**Task objective**:
Reproduce the full set of records that follow, exactly as shown.

■ ■ ■ ■ ■

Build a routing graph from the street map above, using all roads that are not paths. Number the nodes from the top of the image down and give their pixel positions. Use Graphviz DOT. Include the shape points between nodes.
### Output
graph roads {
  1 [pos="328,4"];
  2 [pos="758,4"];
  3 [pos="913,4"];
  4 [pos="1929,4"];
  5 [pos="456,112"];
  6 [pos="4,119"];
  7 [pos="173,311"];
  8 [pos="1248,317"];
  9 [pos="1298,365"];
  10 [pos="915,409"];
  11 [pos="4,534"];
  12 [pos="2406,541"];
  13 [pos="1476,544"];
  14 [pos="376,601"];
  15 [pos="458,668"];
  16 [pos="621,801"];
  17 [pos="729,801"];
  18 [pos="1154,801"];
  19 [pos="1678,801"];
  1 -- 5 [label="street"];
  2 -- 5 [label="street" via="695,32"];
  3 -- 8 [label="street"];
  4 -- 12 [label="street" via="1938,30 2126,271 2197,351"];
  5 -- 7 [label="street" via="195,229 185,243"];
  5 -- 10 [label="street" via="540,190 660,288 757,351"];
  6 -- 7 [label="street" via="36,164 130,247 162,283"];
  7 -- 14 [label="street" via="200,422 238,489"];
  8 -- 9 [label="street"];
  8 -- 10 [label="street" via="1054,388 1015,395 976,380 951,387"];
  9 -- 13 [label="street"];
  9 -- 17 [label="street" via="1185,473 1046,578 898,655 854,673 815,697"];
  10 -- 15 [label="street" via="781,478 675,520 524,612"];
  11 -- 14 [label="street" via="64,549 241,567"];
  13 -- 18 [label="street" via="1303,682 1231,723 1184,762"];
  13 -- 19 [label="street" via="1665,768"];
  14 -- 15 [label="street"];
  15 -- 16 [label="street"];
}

■ ■ ■ ■ ■

**Exercise response**:
Build a routing graph from the street map above, using all roads that are not paths. Number the nodes from the top of the image down and give their pixel positions. Use Graphviz DOT. Include the shape points between nodes.
### Output
graph roads {
  1 [pos="328,4"];
  2 [pos="758,4"];
  3 [pos="913,4"];
  4 [pos="1929,4"];
  5 [pos="456,112"];
  6 [pos="4,119"];
  7 [pos="173,311"];
  8 [pos="1248,317"];
  9 [pos="1298,365"];
  10 [pos="915,409"];
  11 [pos="4,534"];
  12 [pos="2406,541"];
  13 [pos="1476,544"];
  14 [pos="376,601"];
  15 [pos="458,668"];
  16 [pos="621,801"];
  17 [pos="729,801"];
  18 [pos="1154,801"];
  19 [pos="1678,801"];
  1 -- 5 [label="street"];
  2 -- 5 [label="street" via="695,32"];
  3 -- 8 [label="street"];
  4 -- 12 [label="street" via="1938,30 2126,271 2197,351"];
  5 -- 7 [label="street" via="195,229 185,243"];
  5 -- 10 [label="street" via="540,190 660,288 757,351"];
  6 -- 7 [label="street" via="36,164 130,247 162,283"];
  7 -- 14 [label="street" via="200,422 238,489"];
  8 -- 9 [label="street"];
  8 -- 10 [label="street" via="1054,388 1015,395 976,380 951,387"];
  9 -- 13 [label="street"];
  9 -- 17 [label="street" via="1185,473 1046,578 898,655 854,673 815,697"];
  10 -- 15 [label="street" via="781,478 675,520 524,612"];
  11 -- 14 [label="street" via="64,549 241,567"];
  13 -- 18 [label="street" via="1303,682 1231,723 1184,762"];
  13 -- 19 [label="street" via="1665,768"];
  14 -- 15 [label="street"];
  15 -- 16 [label="street"];
}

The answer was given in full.